### What you should do:
In the answer, each entry below appears exactly as given, and no picture appears at all.

(Saved data entries)
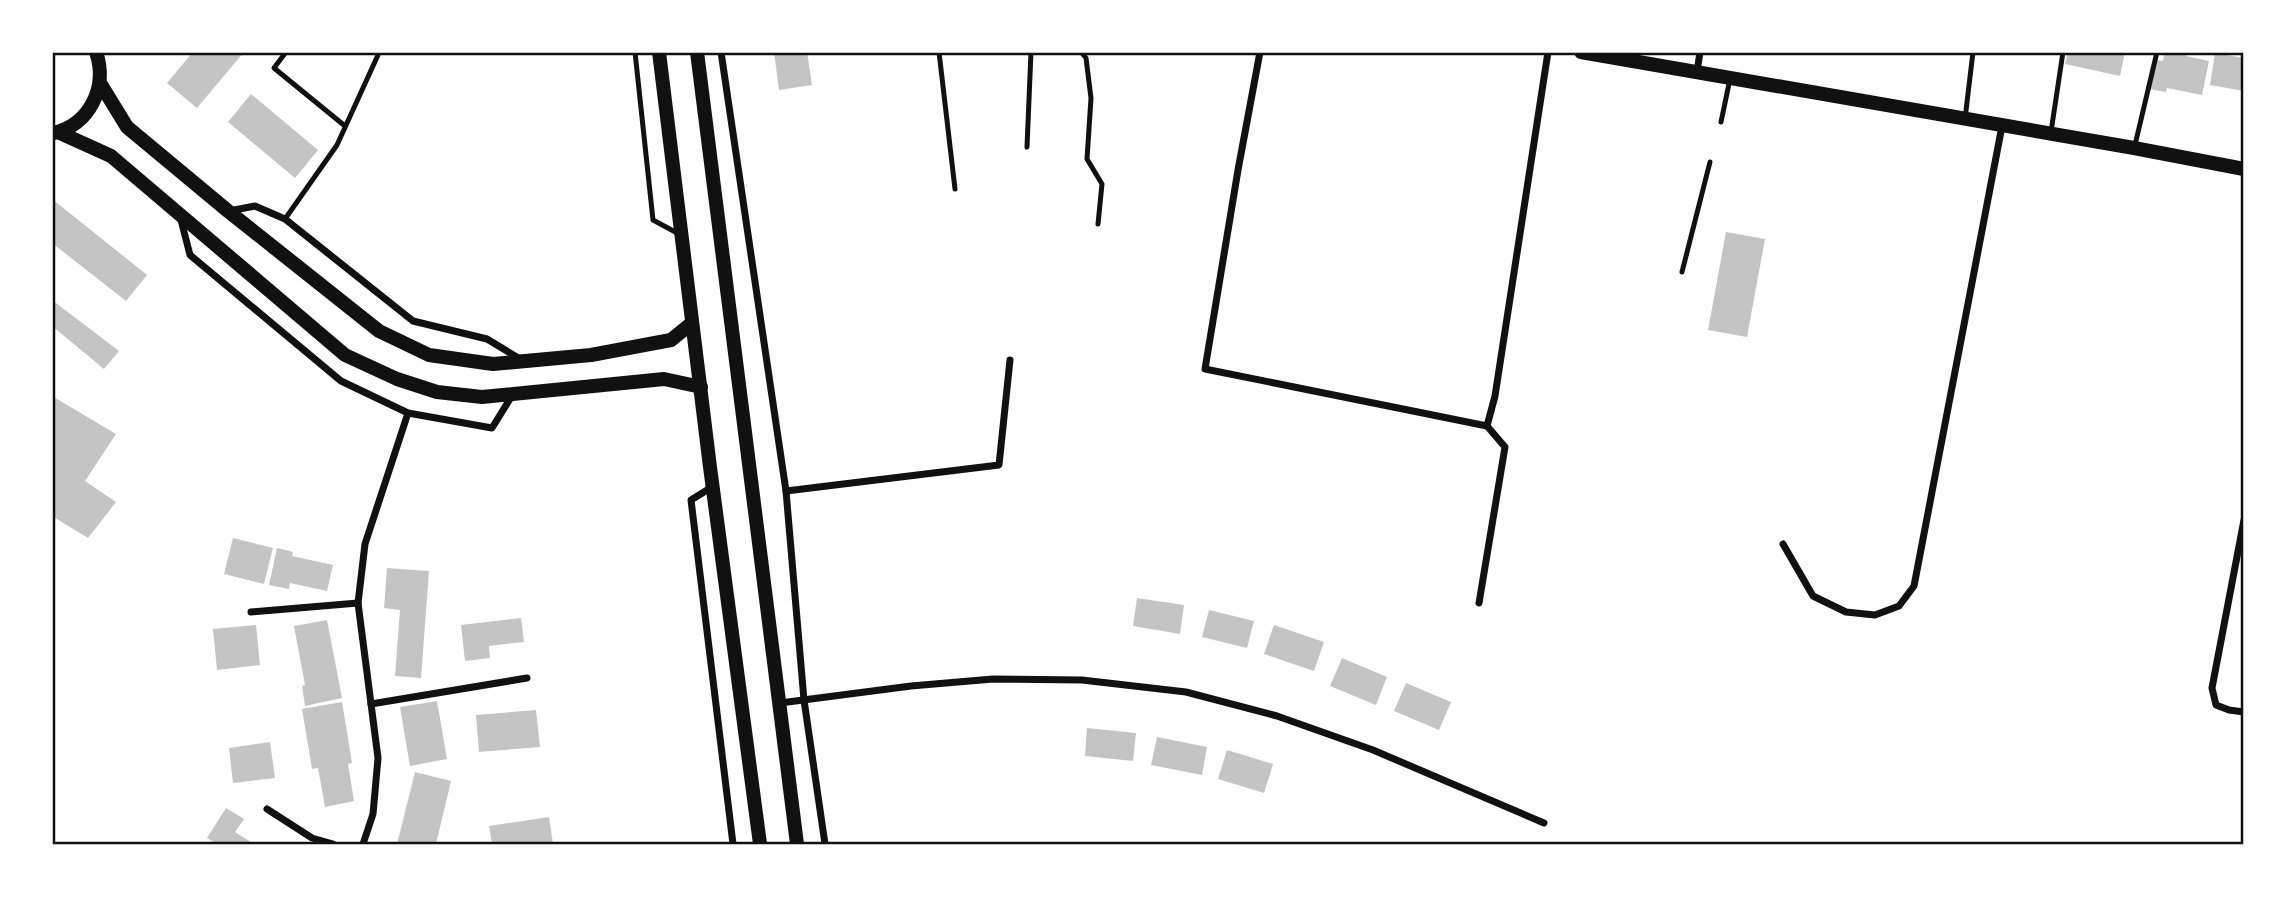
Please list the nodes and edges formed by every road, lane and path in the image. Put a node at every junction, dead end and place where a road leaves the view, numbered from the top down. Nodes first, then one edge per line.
1 (286, 52) edge
2 (375, 52) edge
3 (635, 52) edge
4 (659, 52) edge
5 (697, 52) edge
6 (722, 52) edge
7 (939, 52) edge
8 (1031, 52) edge
9 (1080, 52) edge
10 (1260, 52) edge
11 (1548, 52) edge
12 (1581, 52) edge
13 (1700, 52) edge
14 (1973, 52) edge
15 (2063, 52) edge
16 (2157, 52) edge
17 (98, 54) edge
18 (1697, 73) junction
19 (1730, 79) junction
20 (100, 83) junction
21 (1965, 120) junction
22 (1721, 122) dead end
23 (345, 126) junction
24 (2002, 126) junction
25 (55, 133) edge
26 (2050, 135) junction
27 (1027, 148) dead end
28 (2134, 148) junction
29 (1710, 162) dead end
30 (2244, 169) edge
31 (955, 189) dead end
32 (228, 211) junction
33 (180, 213) junction
34 (285, 219) junction
35 (1098, 224) dead end
36 (681, 235) junction
37 (1682, 272) dead end
38 (692, 323) junction
39 (1010, 360) dead end
40 (523, 361) junction
41 (701, 387) junction
42 (513, 394) junction
43 (408, 413) junction
44 (1487, 426) junction
45 (713, 487) junction
46 (786, 491) junction
47 (2244, 520) edge
48 (1783, 544) dead end
49 (358, 603) junction
50 (1479, 603) dead end
51 (251, 612) dead end
52 (527, 678) dead end
53 (804, 700) junction
54 (371, 704) junction
55 (780, 704) junction
56 (2244, 712) edge
57 (267, 808) dead end
58 (1544, 823) dead end
59 (333, 845) edge
60 (363, 845) edge
61 (733, 845) edge
62 (760, 845) edge
63 (797, 845) edge
64 (825, 845) edge

1 - 23 lane
2 - 23 lane
3 - 36 lane
4 - 36 main road
5 - 55 main road
6 - 46 street
7 - 31 lane
8 - 27 lane
9 - 35 lane
10 - 44 street
11 - 44 street
12 - 18 main road
13 - 18 street
14 - 21 lane
15 - 26 lane
16 - 28 lane
17 - 20 main road
18 - 19 main road
19 - 21 main road
19 - 22 lane
20 - 25 main road
20 - 32 main road
21 - 24 main road
23 - 34 lane
24 - 26 main road
24 - 48 street
25 - 33 main road
26 - 28 main road
28 - 30 main road
29 - 37 lane
32 - 34 street
32 - 40 main road
33 - 42 main road
33 - 43 street
34 - 40 street
36 - 38 main road
38 - 40 main road
38 - 41 main road
39 - 46 street
41 - 42 main road
41 - 45 main road
42 - 43 street
43 - 49 street
44 - 50 street
45 - 61 street
45 - 62 main road
46 - 53 street
47 - 56 street
49 - 51 street
49 - 54 street
52 - 54 street
53 - 55 street
53 - 58 street
53 - 64 street
54 - 60 street
55 - 63 main road
57 - 59 street

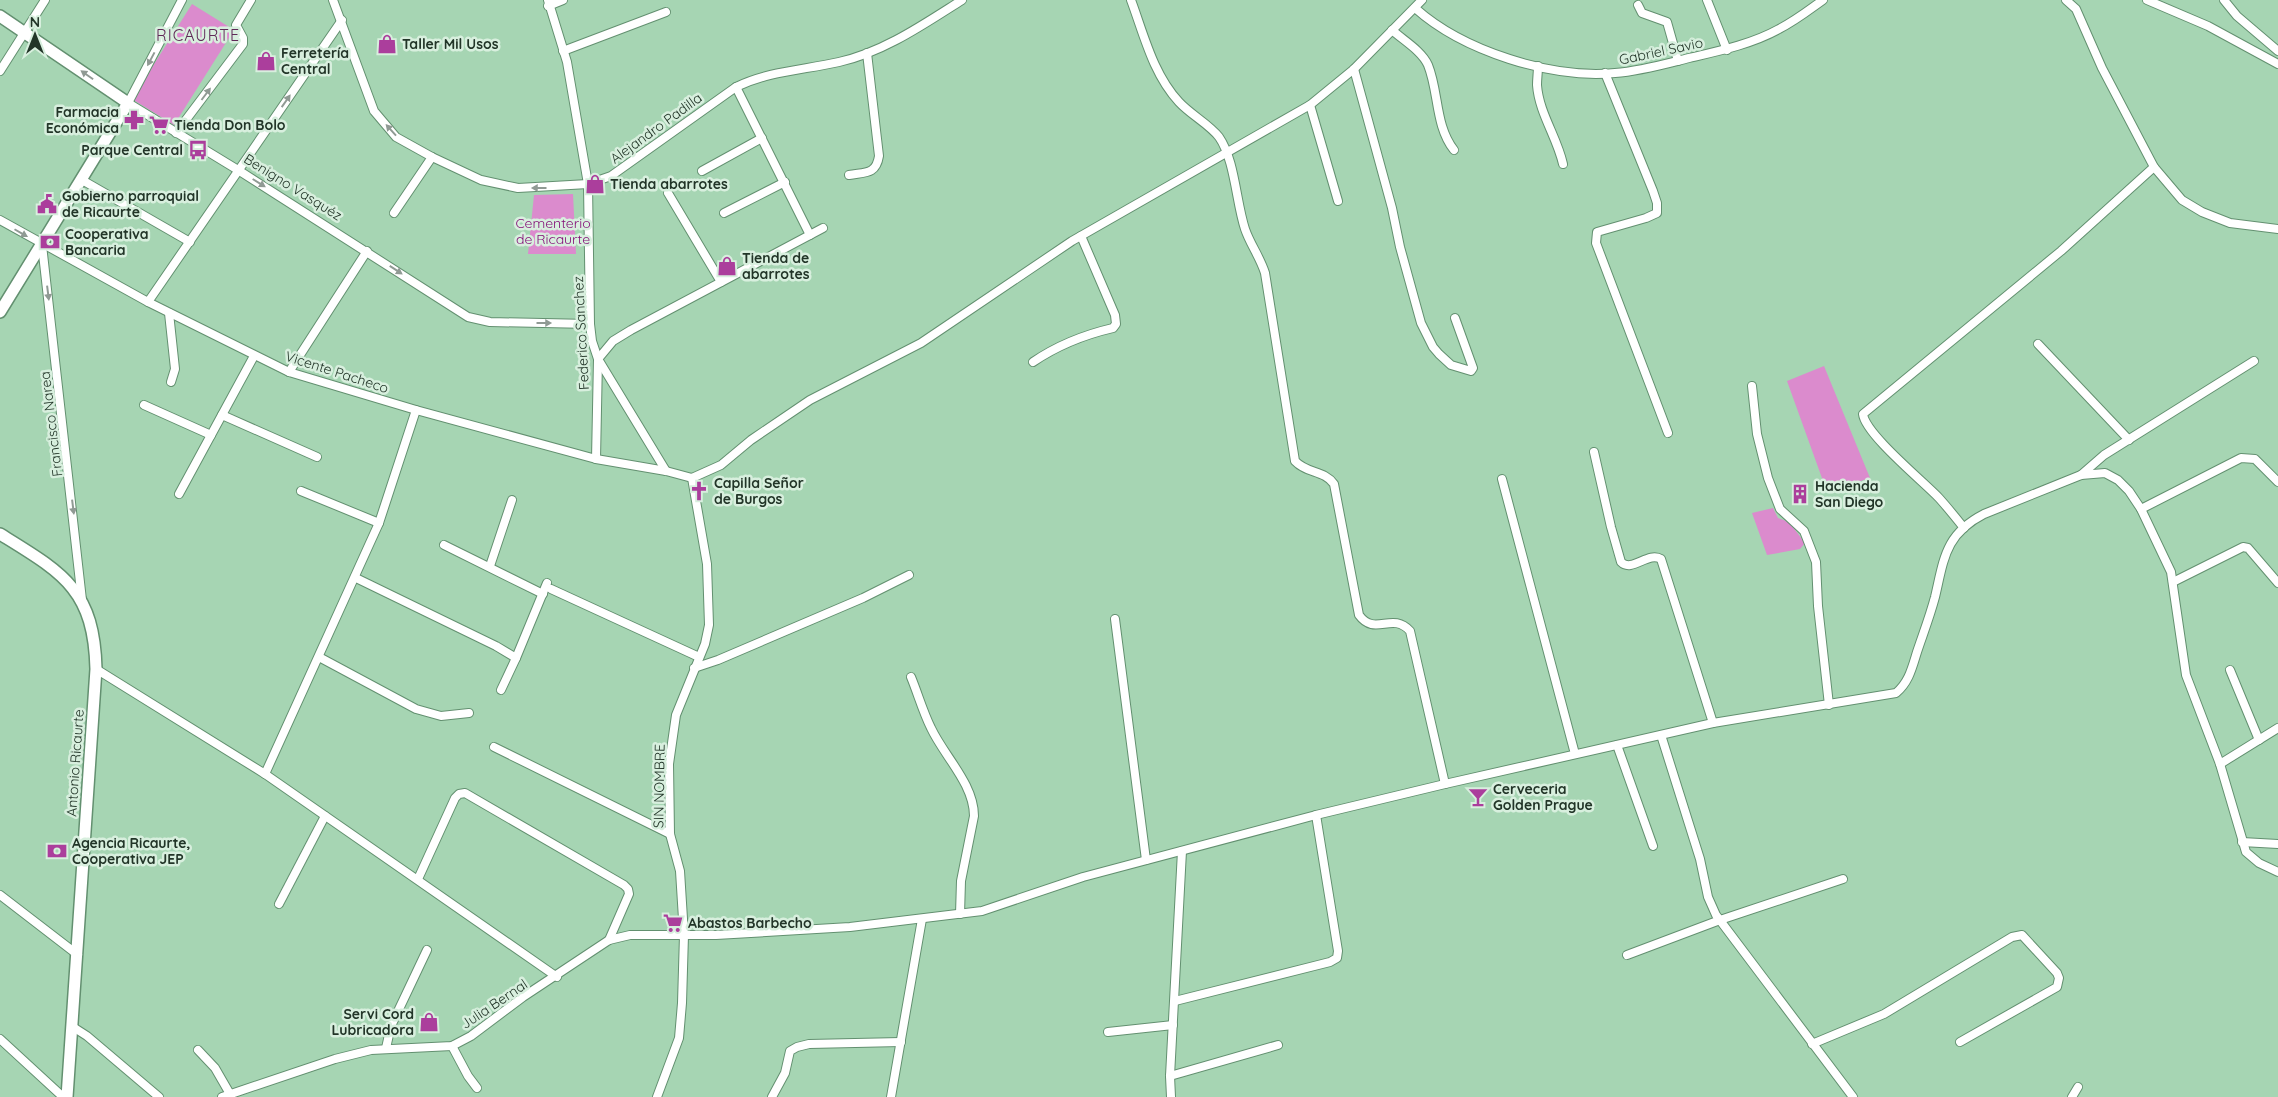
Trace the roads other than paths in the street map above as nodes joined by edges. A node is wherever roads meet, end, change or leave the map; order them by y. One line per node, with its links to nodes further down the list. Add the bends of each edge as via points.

### Solution:
Please list the nodes and edges formed by every road, lane and path in the image. Put a node at every junction, dead end and place where a road leaves the view, numbered from the top down. Nodes first, then one edge per line.
1 (286, 52) edge
2 (375, 52) edge
3 (635, 52) edge
4 (659, 52) edge
5 (697, 52) edge
6 (722, 52) edge
7 (939, 52) edge
8 (1031, 52) edge
9 (1080, 52) edge
10 (1260, 52) edge
11 (1548, 52) edge
12 (1581, 52) edge
13 (1700, 52) edge
14 (1973, 52) edge
15 (2063, 52) edge
16 (2157, 52) edge
17 (98, 54) edge
18 (1697, 73) junction
19 (1730, 79) junction
20 (100, 83) junction
21 (1965, 120) junction
22 (1721, 122) dead end
23 (345, 126) junction
24 (2002, 126) junction
25 (55, 133) edge
26 (2050, 135) junction
27 (1027, 148) dead end
28 (2134, 148) junction
29 (1710, 162) dead end
30 (2244, 169) edge
31 (955, 189) dead end
32 (228, 211) junction
33 (180, 213) junction
34 (285, 219) junction
35 (1098, 224) dead end
36 (681, 235) junction
37 (1682, 272) dead end
38 (692, 323) junction
39 (1010, 360) dead end
40 (523, 361) junction
41 (701, 387) junction
42 (513, 394) junction
43 (408, 413) junction
44 (1487, 426) junction
45 (713, 487) junction
46 (786, 491) junction
47 (2244, 520) edge
48 (1783, 544) dead end
49 (358, 603) junction
50 (1479, 603) dead end
51 (251, 612) dead end
52 (527, 678) dead end
53 (804, 700) junction
54 (371, 704) junction
55 (780, 704) junction
56 (2244, 712) edge
57 (267, 808) dead end
58 (1544, 823) dead end
59 (333, 845) edge
60 (363, 845) edge
61 (733, 845) edge
62 (760, 845) edge
63 (797, 845) edge
64 (825, 845) edge

1 - 23 lane
2 - 23 lane
3 - 36 lane
4 - 36 main road
5 - 55 main road
6 - 46 street
7 - 31 lane
8 - 27 lane
9 - 35 lane
10 - 44 street
11 - 44 street
12 - 18 main road
13 - 18 street
14 - 21 lane
15 - 26 lane
16 - 28 lane
17 - 20 main road
18 - 19 main road
19 - 21 main road
19 - 22 lane
20 - 25 main road
20 - 32 main road
21 - 24 main road
23 - 34 lane
24 - 26 main road
24 - 48 street
25 - 33 main road
26 - 28 main road
28 - 30 main road
29 - 37 lane
32 - 34 street
32 - 40 main road
33 - 42 main road
33 - 43 street
34 - 40 street
36 - 38 main road
38 - 40 main road
38 - 41 main road
39 - 46 street
41 - 42 main road
41 - 45 main road
42 - 43 street
43 - 49 street
44 - 50 street
45 - 61 street
45 - 62 main road
46 - 53 street
47 - 56 street
49 - 51 street
49 - 54 street
52 - 54 street
53 - 55 street
53 - 58 street
53 - 64 street
54 - 60 street
55 - 63 main road
57 - 59 street

Trace the roads other than paths in the street map above as nodes joined by edges. A node is wherever roads meet, end, change or leave the map; order them by y. One line per node, with its links to nodes further down the list. Add the bends of each edge as via points.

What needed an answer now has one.